[Problem description] Your reply should hold every record exactly as given, with no pictures in it.

[Records supplied]
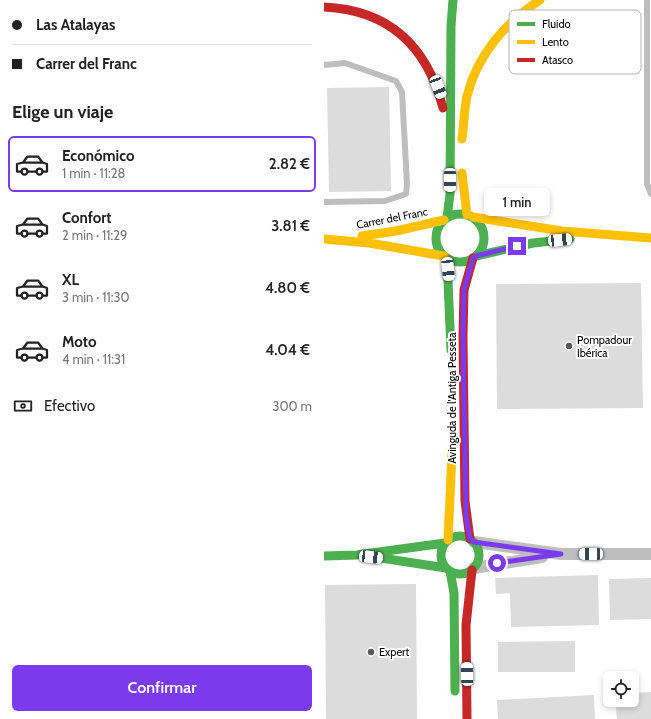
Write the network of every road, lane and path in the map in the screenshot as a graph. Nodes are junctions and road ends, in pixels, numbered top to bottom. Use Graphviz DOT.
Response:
graph roads {
  1 [pos="454,0"];
  2 [pos="540,0"];
  3 [pos="646,0"];
  4 [pos="324,7"];
  5 [pos="528,10"];
  6 [pos="509,25"];
  7 [pos="324,65"];
  8 [pos="449,138"];
  9 [pos="462,162"];
  10 [pos="651,194"];
  11 [pos="324,202"];
  12 [pos="470,216"];
  13 [pos="445,219"];
  14 [pos="600,236"];
  15 [pos="651,238"];
  16 [pos="324,239"];
  17 [pos="344,239"];
  18 [pos="445,257"];
  19 [pos="474,257"];
  20 [pos="452,359"];
  21 [pos="452,445"];
  22 [pos="472,540"];
  23 [pos="446,541"];
  24 [pos="561,554"];
  25 [pos="651,554"];
  26 [pos="357,555"];
  27 [pos="324,556"];
  28 [pos="473,569"];
  29 [pos="448,570"];
  30 [pos="455,703"];
  31 [pos="467,719"];
  1 -- 6 [label="main road"];
  1 -- 8 [label="main road"];
  2 -- 5 [label="main road"];
  3 -- 10 [label="lane"];
  4 -- 8 [label="main road"];
  7 -- 11 [label="lane"];
  8 -- 13 [label="main road"];
  9 -- 12 [label="main road"];
  12 -- 13 [label="main road"];
  12 -- 14 [label="main road"];
  12 -- 19 [label="main road"];
  13 -- 17 [label="main road, Carrer del Franc"];
  13 -- 18 [label="main road"];
  14 -- 15 [label="main road"];
  14 -- 19 [label="main road"];
  16 -- 17 [label="main road, Carrer del Franc"];
  17 -- 18 [label="main road, Carrer del Franc"];
  18 -- 19 [label="main road"];
  18 -- 20 [label="main road, Avinguda de l'Antiga Pesseta"];
  19 -- 22 [label="main road, Avinguda de l'Antiga Pesseta"];
  21 -- 23 [label="main road, Avinguda de l'Antiga Pesseta"];
  22 -- 23 [label="main road"];
  22 -- 24 [label="street"];
  22 -- 28 [label="main road"];
  23 -- 26 [label="main road"];
  23 -- 29 [label="main road"];
  24 -- 25 [label="street"];
  24 -- 28 [label="street"];
  26 -- 27 [label="main road"];
  26 -- 29 [label="main road"];
  28 -- 29 [label="main road"];
  28 -- 31 [label="main road"];
  29 -- 30 [label="main road"];
}
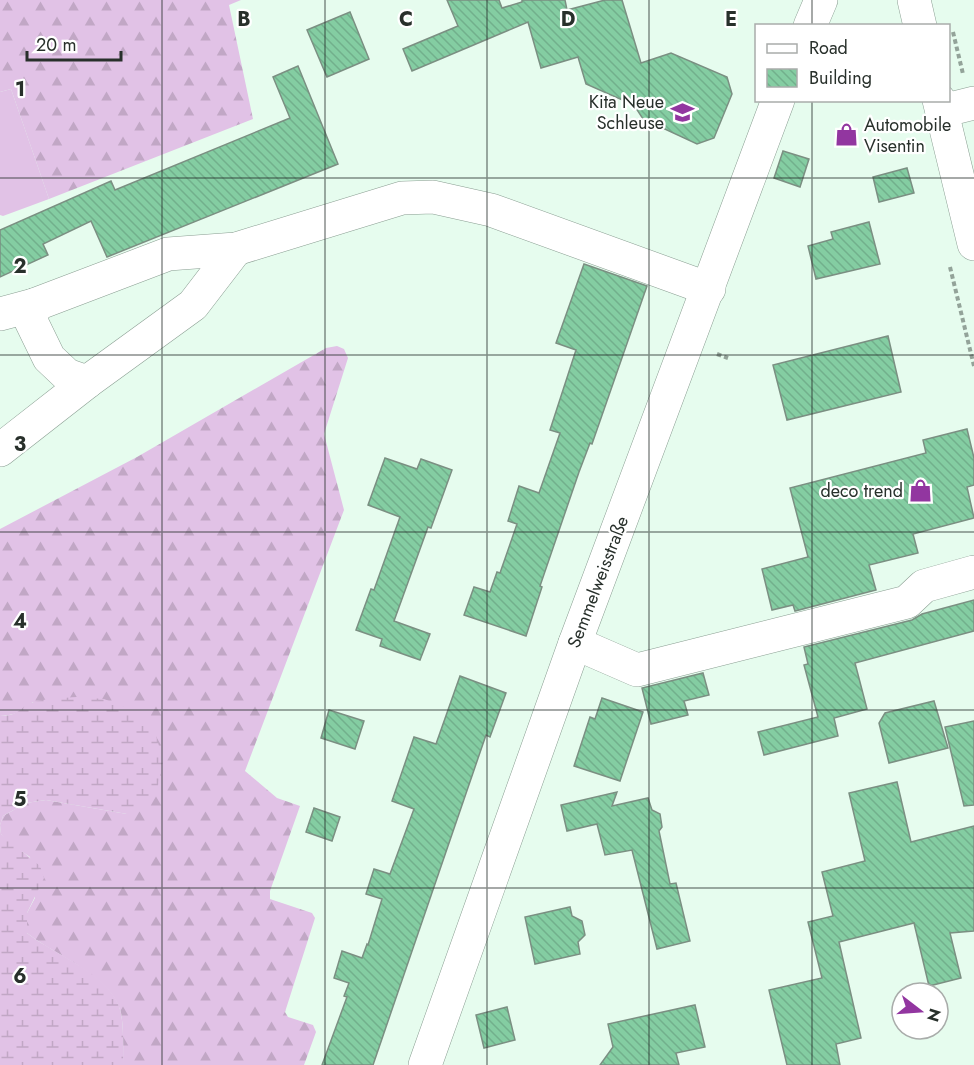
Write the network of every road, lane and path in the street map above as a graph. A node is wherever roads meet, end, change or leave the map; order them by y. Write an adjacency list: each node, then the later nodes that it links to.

[Answer for this exercise]
Write the network of every road, lane and path in the map in the screenshot as a graph. Nodes are junctions and road ends, in pixels, numbered top to bottom. Use Graphviz DOT.
Response:
graph roads {
  1 [pos="454,0"];
  2 [pos="540,0"];
  3 [pos="646,0"];
  4 [pos="324,7"];
  5 [pos="528,10"];
  6 [pos="509,25"];
  7 [pos="324,65"];
  8 [pos="449,138"];
  9 [pos="462,162"];
  10 [pos="651,194"];
  11 [pos="324,202"];
  12 [pos="470,216"];
  13 [pos="445,219"];
  14 [pos="600,236"];
  15 [pos="651,238"];
  16 [pos="324,239"];
  17 [pos="344,239"];
  18 [pos="445,257"];
  19 [pos="474,257"];
  20 [pos="452,359"];
  21 [pos="452,445"];
  22 [pos="472,540"];
  23 [pos="446,541"];
  24 [pos="561,554"];
  25 [pos="651,554"];
  26 [pos="357,555"];
  27 [pos="324,556"];
  28 [pos="473,569"];
  29 [pos="448,570"];
  30 [pos="455,703"];
  31 [pos="467,719"];
  1 -- 6 [label="main road"];
  1 -- 8 [label="main road"];
  2 -- 5 [label="main road"];
  3 -- 10 [label="lane"];
  4 -- 8 [label="main road"];
  7 -- 11 [label="lane"];
  8 -- 13 [label="main road"];
  9 -- 12 [label="main road"];
  12 -- 13 [label="main road"];
  12 -- 14 [label="main road"];
  12 -- 19 [label="main road"];
  13 -- 17 [label="main road, Carrer del Franc"];
  13 -- 18 [label="main road"];
  14 -- 15 [label="main road"];
  14 -- 19 [label="main road"];
  16 -- 17 [label="main road, Carrer del Franc"];
  17 -- 18 [label="main road, Carrer del Franc"];
  18 -- 19 [label="main road"];
  18 -- 20 [label="main road, Avinguda de l'Antiga Pesseta"];
  19 -- 22 [label="main road, Avinguda de l'Antiga Pesseta"];
  21 -- 23 [label="main road, Avinguda de l'Antiga Pesseta"];
  22 -- 23 [label="main road"];
  22 -- 24 [label="street"];
  22 -- 28 [label="main road"];
  23 -- 26 [label="main road"];
  23 -- 29 [label="main road"];
  24 -- 25 [label="street"];
  24 -- 28 [label="street"];
  26 -- 27 [label="main road"];
  26 -- 29 [label="main road"];
  28 -- 29 [label="main road"];
  28 -- 31 [label="main road"];
  29 -- 30 [label="main road"];
}
Write the network of every road, lane and path in the street map above as a graph. A node is wherever roads meet, end, change or leave the map; order them by y. Write an adjacency list: each node, then the later nodes that it links to.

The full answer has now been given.